Even then there are trends exerting pressures amongst the various channels to market. "The greatest decline in price is that of notebook mice. This is more notable through the retail channel, down to £14 from £20 in February 2008," comments GfK analyst Iliana Tolia. Keyboards – another growth area – saw volume sales rise by six per cent, but in value only by 0.5 per cent in the year. "Whilst volumes are up by six per cent this August compared to last year, a declining pricing trend in the high-end segments has not allowed the market an equal growth in its value, which unfortunately remained flat year-on-year," she adds.

Indeed, price has had another interesting effect on the market, as Tolia explains: "While corded keyboard prices remain stable at around £12 per unit, prices of cordless keyboards have fallen significantly over the past five months, both in the consumer and business channels. This has not, however, resulted in a growing demand for wireless technology so far, and corded keyboards continue to outsell cordless models by a ratio of two to one in August."

One undisputed victim of the move towards laptops has been webcams, sales of which fell by seven per cent in volume and ten per cent in value compared to the same time last year. Tolia also noted that the average selling price of webcams had dropped below the £18 mark for the first time, although she concedes that there had been aggressive price promotions during the month that may have pushed the ASP down.

"August has been a noticeably good month for office equipment retailers, who are currently enjoying a successful promotional period. However, the aggressive offering has resulted in a serious decline in the average selling price in that part of the channel."

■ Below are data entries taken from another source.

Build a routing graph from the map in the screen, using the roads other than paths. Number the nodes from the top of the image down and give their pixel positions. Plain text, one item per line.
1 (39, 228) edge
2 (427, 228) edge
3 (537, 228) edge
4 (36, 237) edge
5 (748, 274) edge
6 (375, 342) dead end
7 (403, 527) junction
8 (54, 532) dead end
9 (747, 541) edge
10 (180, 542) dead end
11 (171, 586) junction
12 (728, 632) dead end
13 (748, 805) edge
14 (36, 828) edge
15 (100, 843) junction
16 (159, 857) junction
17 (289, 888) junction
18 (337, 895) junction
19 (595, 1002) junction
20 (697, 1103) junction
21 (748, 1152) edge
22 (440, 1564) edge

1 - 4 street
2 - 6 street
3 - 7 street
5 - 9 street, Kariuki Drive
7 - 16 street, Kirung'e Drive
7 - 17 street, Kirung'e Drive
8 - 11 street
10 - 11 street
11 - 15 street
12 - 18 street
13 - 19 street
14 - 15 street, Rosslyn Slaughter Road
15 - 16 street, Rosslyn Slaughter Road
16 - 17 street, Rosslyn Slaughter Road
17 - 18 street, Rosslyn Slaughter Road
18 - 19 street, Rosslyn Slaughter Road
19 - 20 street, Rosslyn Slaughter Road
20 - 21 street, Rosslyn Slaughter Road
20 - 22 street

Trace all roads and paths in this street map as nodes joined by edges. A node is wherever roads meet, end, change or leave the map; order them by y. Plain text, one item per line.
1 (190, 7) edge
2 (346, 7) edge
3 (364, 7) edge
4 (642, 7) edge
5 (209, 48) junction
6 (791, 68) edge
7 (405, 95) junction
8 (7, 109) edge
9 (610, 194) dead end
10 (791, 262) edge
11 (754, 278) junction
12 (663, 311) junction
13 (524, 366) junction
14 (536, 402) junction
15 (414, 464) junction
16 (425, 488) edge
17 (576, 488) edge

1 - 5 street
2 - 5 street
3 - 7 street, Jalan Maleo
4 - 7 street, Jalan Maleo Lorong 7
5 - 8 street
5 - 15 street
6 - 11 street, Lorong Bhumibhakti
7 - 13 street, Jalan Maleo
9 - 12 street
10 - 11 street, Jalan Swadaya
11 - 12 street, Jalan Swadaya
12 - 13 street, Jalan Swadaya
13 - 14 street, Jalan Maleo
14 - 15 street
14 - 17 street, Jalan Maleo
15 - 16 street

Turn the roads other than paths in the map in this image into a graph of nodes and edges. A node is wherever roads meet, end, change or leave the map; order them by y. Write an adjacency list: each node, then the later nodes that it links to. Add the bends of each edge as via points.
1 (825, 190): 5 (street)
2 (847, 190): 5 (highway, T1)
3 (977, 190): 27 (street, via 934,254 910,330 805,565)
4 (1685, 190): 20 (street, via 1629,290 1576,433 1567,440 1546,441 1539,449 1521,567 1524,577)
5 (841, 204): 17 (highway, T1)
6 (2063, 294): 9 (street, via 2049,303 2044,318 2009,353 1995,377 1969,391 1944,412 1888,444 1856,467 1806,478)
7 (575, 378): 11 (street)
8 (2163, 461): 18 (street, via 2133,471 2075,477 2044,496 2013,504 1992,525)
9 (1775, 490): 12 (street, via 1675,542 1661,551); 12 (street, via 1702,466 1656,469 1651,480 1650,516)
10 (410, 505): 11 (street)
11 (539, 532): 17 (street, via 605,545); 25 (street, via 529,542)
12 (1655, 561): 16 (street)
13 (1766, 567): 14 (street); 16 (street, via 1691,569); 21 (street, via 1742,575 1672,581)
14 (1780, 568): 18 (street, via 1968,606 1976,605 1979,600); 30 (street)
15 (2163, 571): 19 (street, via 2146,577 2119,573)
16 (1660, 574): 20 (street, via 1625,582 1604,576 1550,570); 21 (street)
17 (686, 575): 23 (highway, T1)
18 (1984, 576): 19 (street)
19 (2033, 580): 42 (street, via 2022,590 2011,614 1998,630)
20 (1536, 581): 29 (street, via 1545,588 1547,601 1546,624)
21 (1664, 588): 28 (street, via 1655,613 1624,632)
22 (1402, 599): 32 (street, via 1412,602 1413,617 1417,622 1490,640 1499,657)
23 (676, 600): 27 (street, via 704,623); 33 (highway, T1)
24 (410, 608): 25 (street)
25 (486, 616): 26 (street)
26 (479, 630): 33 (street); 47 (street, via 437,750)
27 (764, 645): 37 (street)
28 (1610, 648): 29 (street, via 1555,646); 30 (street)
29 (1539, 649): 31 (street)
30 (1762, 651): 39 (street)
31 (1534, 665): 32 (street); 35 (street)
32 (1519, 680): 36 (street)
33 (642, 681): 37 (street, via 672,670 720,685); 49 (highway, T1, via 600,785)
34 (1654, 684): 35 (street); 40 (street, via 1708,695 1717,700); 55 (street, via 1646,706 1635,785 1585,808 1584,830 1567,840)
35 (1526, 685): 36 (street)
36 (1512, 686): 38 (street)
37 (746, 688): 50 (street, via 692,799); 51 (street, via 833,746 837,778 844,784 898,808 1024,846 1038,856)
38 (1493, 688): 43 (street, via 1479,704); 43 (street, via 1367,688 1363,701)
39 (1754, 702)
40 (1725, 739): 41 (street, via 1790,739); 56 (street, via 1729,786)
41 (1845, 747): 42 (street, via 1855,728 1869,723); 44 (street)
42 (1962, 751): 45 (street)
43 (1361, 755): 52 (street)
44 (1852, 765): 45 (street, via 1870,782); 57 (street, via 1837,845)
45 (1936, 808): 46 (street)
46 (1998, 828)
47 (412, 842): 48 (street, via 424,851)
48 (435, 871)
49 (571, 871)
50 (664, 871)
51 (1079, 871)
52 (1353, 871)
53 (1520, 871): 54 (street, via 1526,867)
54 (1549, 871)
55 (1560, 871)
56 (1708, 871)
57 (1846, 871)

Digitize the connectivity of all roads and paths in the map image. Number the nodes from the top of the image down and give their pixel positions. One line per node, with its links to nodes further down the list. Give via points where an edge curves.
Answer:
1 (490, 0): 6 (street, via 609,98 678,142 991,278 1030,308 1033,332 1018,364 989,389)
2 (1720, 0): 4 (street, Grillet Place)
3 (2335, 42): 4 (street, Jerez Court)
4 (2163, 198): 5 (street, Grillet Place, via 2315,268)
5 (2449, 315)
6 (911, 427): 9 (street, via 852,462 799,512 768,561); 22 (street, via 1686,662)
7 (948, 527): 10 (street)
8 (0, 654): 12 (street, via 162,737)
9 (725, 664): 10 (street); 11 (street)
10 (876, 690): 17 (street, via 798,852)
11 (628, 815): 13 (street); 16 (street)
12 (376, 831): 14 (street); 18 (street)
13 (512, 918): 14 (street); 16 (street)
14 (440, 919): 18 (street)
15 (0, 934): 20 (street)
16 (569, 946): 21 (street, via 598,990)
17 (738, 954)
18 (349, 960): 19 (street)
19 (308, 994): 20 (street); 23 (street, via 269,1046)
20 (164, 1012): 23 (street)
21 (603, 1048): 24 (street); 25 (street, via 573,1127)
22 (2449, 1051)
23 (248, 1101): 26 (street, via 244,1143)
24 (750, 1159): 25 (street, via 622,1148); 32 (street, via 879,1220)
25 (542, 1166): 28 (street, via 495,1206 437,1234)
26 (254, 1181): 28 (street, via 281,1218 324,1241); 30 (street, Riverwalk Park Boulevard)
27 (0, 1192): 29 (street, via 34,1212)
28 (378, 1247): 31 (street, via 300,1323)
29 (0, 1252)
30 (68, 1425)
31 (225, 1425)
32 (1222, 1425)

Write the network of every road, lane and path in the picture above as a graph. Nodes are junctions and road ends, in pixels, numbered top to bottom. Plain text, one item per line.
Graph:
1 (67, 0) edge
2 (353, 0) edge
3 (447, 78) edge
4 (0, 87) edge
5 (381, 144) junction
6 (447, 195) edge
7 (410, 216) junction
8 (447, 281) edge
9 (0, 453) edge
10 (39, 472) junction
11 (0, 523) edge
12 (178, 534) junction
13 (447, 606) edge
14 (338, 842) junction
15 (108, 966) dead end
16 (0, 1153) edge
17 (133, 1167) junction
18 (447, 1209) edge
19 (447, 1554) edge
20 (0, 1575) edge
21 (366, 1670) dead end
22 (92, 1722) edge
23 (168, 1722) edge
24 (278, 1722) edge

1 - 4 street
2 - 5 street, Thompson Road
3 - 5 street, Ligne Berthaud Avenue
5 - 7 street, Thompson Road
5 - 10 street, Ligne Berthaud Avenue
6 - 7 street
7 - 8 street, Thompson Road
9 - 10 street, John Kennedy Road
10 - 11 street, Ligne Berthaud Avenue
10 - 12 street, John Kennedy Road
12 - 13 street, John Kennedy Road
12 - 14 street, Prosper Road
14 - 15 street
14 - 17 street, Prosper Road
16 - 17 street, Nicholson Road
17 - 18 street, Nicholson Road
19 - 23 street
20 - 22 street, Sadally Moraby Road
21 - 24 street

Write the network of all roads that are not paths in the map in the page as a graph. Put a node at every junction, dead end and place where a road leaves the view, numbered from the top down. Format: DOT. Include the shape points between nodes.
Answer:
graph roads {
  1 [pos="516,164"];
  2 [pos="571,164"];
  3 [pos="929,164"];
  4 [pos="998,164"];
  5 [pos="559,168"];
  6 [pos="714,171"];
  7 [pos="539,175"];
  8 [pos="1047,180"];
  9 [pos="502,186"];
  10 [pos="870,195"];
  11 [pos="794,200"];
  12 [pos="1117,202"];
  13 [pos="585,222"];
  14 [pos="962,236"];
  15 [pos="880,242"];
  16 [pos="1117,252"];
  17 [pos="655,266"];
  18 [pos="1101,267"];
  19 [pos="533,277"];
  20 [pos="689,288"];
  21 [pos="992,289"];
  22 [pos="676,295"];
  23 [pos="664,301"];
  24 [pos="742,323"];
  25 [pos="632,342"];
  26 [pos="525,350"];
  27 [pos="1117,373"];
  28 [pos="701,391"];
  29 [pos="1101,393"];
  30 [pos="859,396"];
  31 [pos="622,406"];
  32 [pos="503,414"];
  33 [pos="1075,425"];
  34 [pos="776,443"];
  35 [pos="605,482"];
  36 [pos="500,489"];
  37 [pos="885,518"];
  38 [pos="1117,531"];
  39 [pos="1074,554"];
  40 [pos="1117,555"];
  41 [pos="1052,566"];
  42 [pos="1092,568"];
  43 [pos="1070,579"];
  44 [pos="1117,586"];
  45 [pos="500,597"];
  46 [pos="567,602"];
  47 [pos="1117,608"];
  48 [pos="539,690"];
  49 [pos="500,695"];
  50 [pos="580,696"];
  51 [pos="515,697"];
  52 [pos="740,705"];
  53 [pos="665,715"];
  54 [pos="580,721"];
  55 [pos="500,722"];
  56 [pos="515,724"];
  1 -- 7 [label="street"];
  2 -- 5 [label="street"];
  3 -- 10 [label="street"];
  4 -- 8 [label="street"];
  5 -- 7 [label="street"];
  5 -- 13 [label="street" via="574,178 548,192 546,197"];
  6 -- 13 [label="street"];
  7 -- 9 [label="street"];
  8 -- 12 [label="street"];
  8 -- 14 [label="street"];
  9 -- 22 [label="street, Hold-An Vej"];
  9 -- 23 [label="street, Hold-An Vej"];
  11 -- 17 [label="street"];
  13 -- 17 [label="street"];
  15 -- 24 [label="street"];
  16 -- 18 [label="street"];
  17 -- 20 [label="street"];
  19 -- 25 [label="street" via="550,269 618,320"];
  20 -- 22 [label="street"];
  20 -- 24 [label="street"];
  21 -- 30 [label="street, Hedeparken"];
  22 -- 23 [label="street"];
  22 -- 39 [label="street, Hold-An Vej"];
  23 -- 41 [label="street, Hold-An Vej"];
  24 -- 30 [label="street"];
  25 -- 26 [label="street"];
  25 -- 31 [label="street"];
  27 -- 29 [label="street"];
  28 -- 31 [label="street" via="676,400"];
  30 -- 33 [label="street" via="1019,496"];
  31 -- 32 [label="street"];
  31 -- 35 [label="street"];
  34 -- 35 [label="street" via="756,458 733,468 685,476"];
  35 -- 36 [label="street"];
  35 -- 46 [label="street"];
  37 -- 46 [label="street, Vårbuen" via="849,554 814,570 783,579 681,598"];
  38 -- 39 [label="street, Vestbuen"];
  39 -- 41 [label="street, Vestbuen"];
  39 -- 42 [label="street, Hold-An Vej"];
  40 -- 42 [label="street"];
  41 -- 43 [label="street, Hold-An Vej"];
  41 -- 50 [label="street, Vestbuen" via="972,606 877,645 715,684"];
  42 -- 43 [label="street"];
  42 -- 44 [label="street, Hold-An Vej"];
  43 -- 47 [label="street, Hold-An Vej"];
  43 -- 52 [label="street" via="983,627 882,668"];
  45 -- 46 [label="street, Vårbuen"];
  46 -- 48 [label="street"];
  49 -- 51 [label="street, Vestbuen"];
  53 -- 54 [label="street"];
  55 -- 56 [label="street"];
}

Furthermore, despite the apparent fall in demand, Tolia notes that much of the activity aside from promotions has been the consolidation of sales into mass merchandisers. "Mass merchandisers maintain their dominance in the market, demonstrating a stable average price for the past three months. Changing retailers' strategies has resulted in better arrangement of IT products on the supermarkets' shelves, positioning trade brands as an affordable alternative to the more respected brands," she concludes.